Facebook’un, en traji-komik yanlarından bir diğeriniyse insanların ‘en söylenmeyecek’ şeyleri bile burada ifşa etmeleri oluşturuyor. Dünyanın, hiç bir coğrafyasında edebe uymayacak, aile içinde kalması gereken sırlar, detayına anlatılabiliyor.
İlk olarak kısa mesajlarla karşılaşmaya başladığımız ‘dil katliamı’, sosyal ağlarda alabildiğine devam ediyor. Her insanın kendisini bir ifade ediş biçimi olmakla birlikte, dilin müptezelleştirilmesi pek de kabul edilir bir şey olmasa gerek. En azından gelecek nesiller açısından.

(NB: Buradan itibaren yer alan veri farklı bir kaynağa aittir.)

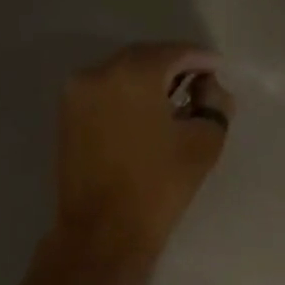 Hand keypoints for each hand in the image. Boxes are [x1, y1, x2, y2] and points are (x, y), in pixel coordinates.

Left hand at [52, 42, 234, 264]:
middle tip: (199, 82)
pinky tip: (147, 112)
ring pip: (121, 73)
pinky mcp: (67, 114)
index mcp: (133, 73)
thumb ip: (214, 104)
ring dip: (149, 79)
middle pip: (144, 57)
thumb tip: (210, 87)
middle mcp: (99, 72)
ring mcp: (77, 92)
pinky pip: (104, 90)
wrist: (102, 232)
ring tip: (175, 99)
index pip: (174, 52)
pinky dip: (127, 94)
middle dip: (173, 66)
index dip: (201, 59)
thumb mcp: (203, 143)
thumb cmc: (158, 187)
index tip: (218, 70) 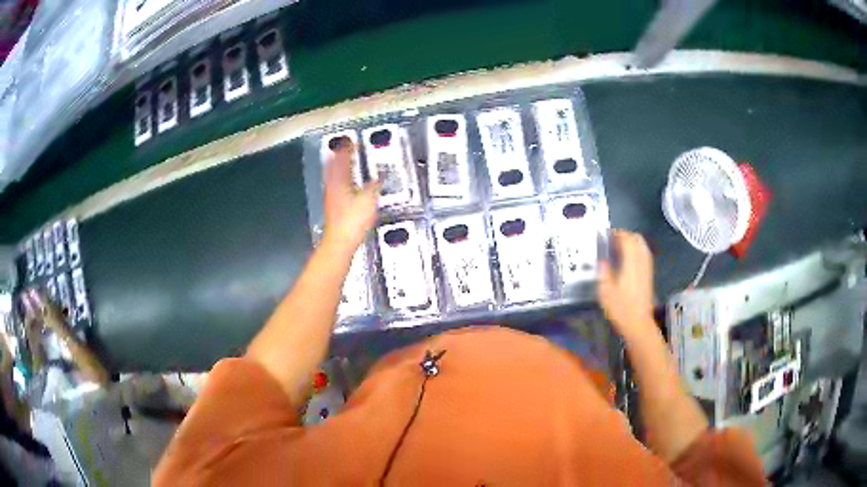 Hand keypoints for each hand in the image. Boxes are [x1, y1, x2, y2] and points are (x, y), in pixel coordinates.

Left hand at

Komik ve bir o kadar da absürd bir diğer olguysa; Hiç tanımadığınız birisinin sırf isim benzerliği dolayısıyla gelip profilinize yorumlar yazabiliyor olması. Ama, en dramatiğiyse kocaman resminiz orada dururken gelip sizin profilinize sırf isim benzerliği dolayısıyla bir başkasının fotoğrafını eklemesi. Sosyal ağlar bir yerlere gidiyor ama, asıl sorulması gereken ‘nereye’ sorusu olmalı.